Exercise: Start at the top and transcribe every record through the final line exactly.

Dataset entries:
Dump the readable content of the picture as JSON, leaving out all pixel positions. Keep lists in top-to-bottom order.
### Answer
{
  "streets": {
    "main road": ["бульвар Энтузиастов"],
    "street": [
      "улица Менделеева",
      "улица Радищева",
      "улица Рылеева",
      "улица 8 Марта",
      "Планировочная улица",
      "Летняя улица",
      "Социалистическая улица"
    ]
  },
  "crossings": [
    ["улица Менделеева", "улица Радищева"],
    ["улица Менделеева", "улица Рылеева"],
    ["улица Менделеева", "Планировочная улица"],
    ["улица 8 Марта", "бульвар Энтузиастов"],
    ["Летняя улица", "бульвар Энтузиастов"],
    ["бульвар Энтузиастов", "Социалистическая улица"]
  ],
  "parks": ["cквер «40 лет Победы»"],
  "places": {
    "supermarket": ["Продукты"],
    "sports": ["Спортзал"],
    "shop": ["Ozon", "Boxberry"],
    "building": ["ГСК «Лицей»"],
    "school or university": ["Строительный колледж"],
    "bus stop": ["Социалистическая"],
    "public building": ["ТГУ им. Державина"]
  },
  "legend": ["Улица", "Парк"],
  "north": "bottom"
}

Your response:
Dump the readable content of the picture as JSON, leaving out all pixel positions. Keep lists in top-to-bottom order.
### Answer
{
  "streets": {
    "main road": ["бульвар Энтузиастов"],
    "street": [
      "улица Менделеева",
      "улица Радищева",
      "улица Рылеева",
      "улица 8 Марта",
      "Планировочная улица",
      "Летняя улица",
      "Социалистическая улица"
    ]
  },
  "crossings": [
    ["улица Менделеева", "улица Радищева"],
    ["улица Менделеева", "улица Рылеева"],
    ["улица Менделеева", "Планировочная улица"],
    ["улица 8 Марта", "бульвар Энтузиастов"],
    ["Летняя улица", "бульвар Энтузиастов"],
    ["бульвар Энтузиастов", "Социалистическая улица"]
  ],
  "parks": ["cквер «40 лет Победы»"],
  "places": {
    "supermarket": ["Продукты"],
    "sports": ["Спортзал"],
    "shop": ["Ozon", "Boxberry"],
    "building": ["ГСК «Лицей»"],
    "school or university": ["Строительный колледж"],
    "bus stop": ["Социалистическая"],
    "public building": ["ТГУ им. Державина"]
  },
  "legend": ["Улица", "Парк"],
  "north": "bottom"
}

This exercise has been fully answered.